It makes sense even on 64-bit systems. I would do:

s/This is because on 32bit systems/This is especially important on 32bit systems/


> + *
> + * For init only. Do not use for runtime updates.
> + */
> +static void nbcon_seq_init(struct console *con)
> +{
> +	u64 seq = max_t(u64, con->seq, prb_first_valid_seq(prb));
> +
> +	atomic_long_set(&ACCESS_PRIVATE(con, nbcon_seq), __nbcon_seq_to_stored(seq));
> +
> +	/* Clear con->seq since nbcon consoles use con->nbcon_seq instead. */
> +	con->seq = 0;
> +}

[...]

> +/**
> + * nbcon_seq_try_update - Try to update the console sequence number
> + * @ctxt:	Pointer to an acquire context that contains
> + *		all information about the acquire mode
> + *
> + * Return:	True if the console sequence was updated, false otherwise.
> + *
> + * On 32bit the sequence in con->nbcon_seq is only the lower 32 bits.
> + * Therefore it must be expanded to 64bit upon a failed cmpxchg in
> + * order to correctly verify that the new sequence (ctxt->seq) is
> + * larger.
> + *
> + * In case of fail the console has been likely taken over. However, the
> + * caller must still assume it has ownership and decide how to proceed.
> + */
> +__maybe_unused
> +static bool nbcon_seq_try_update(struct nbcon_context *ctxt)
> +{
> +	struct console *con = ctxt->console;
> +	u64 con_seq = nbcon_seq_read(con);
> +
> +	while (con_seq < ctxt->seq) {

What if anyone called nbcon_seq_force() to reply the entire log
in the meantime?

IMHO, we should remember the original nbcon_seq before
the context handle a line.

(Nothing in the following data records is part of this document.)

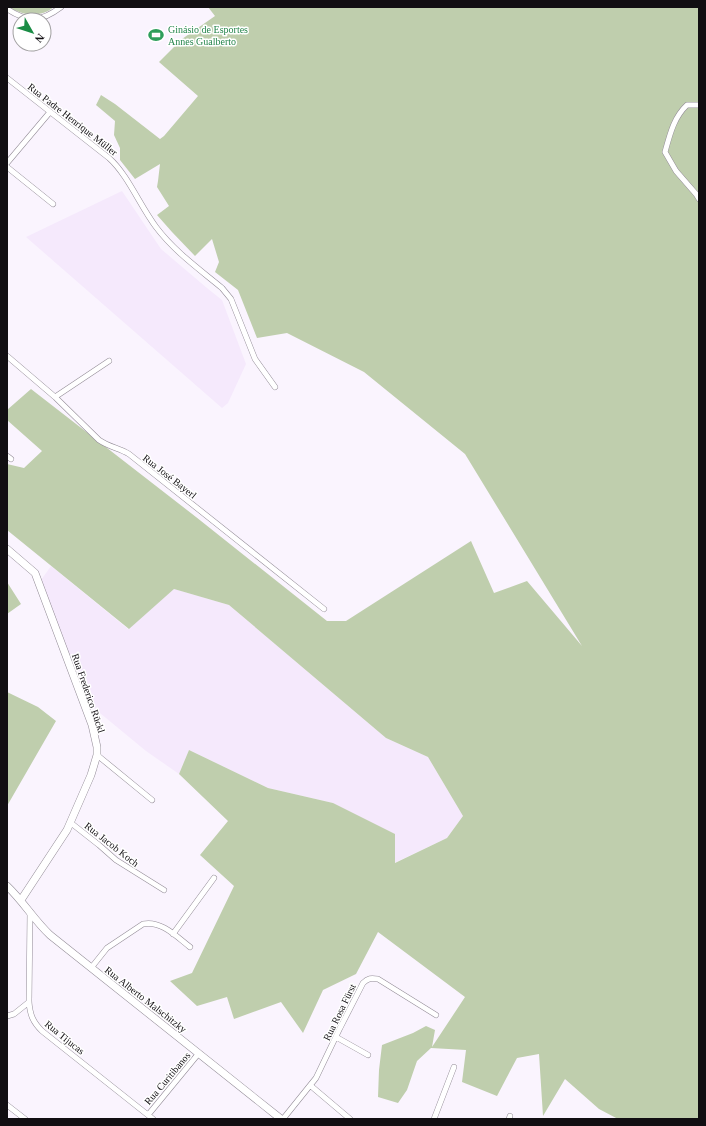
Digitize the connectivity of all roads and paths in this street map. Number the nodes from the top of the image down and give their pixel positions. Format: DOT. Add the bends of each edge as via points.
graph roads {
  1 [pos="61,7"];
  2 [pos="7,9"];
  3 [pos="7,78"];
  4 [pos="699,104"];
  5 [pos="50,112"];
  6 [pos="7,163"];
  7 [pos="7,167"];
  8 [pos="699,199"];
  9 [pos="53,204"];
  10 [pos="7,356"];
  11 [pos="109,360"];
  12 [pos="275,388"];
  13 [pos="55,397"];
  14 [pos="7,549"];
  15 [pos="324,609"];
  16 [pos="96,755"];
  17 [pos="152,800"];
  18 [pos="71,823"];
  19 [pos="214,878"];
  20 [pos="7,886"];
  21 [pos="164,890"];
  22 [pos="21,900"];
  23 [pos="30,912"];
  24 [pos="173,934"];
  25 [pos="190,947"];
  26 [pos="90,968"];
  27 [pos="29,1002"];
  28 [pos="436,1015"];
  29 [pos="7,1016"];
  30 [pos="336,1038"];
  31 [pos="199,1053"];
  32 [pos="368,1054"];
  33 [pos="454,1067"];
  34 [pos="311,1086"];
  35 [pos="7,1104"];
  36 [pos="148,1115"];
  37 [pos="25,1119"];
  38 [pos="153,1119"];
  39 [pos="282,1119"];
  40 [pos="350,1119"];
  41 [pos="434,1119"];
  1 -- 2 [label="street" via="37,19 23,17"];
  3 -- 5 [label="street, Rua Padre Henrique Müller"];
  4 -- 8 [label="street" via="687,105 681,110 673,124 665,152 676,171"];
  5 -- 6 [label="street"];
  5 -- 12 [label="street, Rua Padre Henrique Müller" via="116,165 163,237 227,293 255,359"];
  7 -- 9 [label="street"];
  10 -- 13 [label="street, Rua José Bayerl"];
  11 -- 13 [label="street"];
  13 -- 15 [label="street, Rua José Bayerl" via="99,440 129,454"];
  14 -- 16 [label="street, Rua Frederico Rückl" via="35,573 92,725"];
  16 -- 17 [label="street"];
  16 -- 18 [label="street, Rua Frederico Rückl" via="91,775"];
  18 -- 21 [label="street, Rua Jacob Koch" via="116,860"];
  18 -- 22 [label="street, Rua Frederico Rückl"];
  19 -- 24 [label="street"];
  20 -- 22 [label="street, Rua Alberto Malschitzky"];
  22 -- 23 [label="street, Rua Alberto Malschitzky"];
  23 -- 26 [label="street, Rua Alberto Malschitzky" via="50,935"];
  23 -- 27 [label="street, Rua Tijucas"];
  24 -- 25 [label="street"];
  24 -- 26 [label="street" via="157,924 143,924 107,948"];
  26 -- 31 [label="street, Rua Alberto Malschitzky"];
  27 -- 29 [label="street" via="14,1014"];
  27 -- 36 [label="street, Rua Tijucas" via="31,1017 42,1032"];
  28 -- 30 [label="street, Rua Rosa Fürst" via="378,980 367,979"];
  30 -- 32 [label="street"];
  30 -- 34 [label="street, Rua Rosa Fürst"];
  31 -- 36 [label="street, Rua Curitibanos"];
  31 -- 39 [label="street, Rua Alberto Malschitzky"];
  33 -- 41 [label="street"];
  34 -- 39 [label="street, Rua Rosa Fürst"];
  34 -- 40 [label="street"];
  35 -- 37 [label="street"];
  36 -- 38 [label="street, Rua Tijucas"];
}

And this function should update
nbcon_seq only when it has not been changed by other context
in the meantime.

> +		unsigned long seq = __nbcon_seq_to_stored(con_seq);
> +
> +		if (atomic_long_try_cmpxchg(&ACCESS_PRIVATE(con, nbcon_seq), &seq,
> +					    __nbcon_seq_to_stored(ctxt->seq))) {
> +			return true;
> +		}
> +
> +		/* Expand new @seq value for comparing. */
> +		con_seq = __nbcon_seq_to_full(seq);
> +	}
> +	return false;
> +}
> +
>  /**
>   * nbcon_context_try_acquire_direct - Try to acquire directly
>   * @ctxt:		The context of the caller

Best Regards,
Petr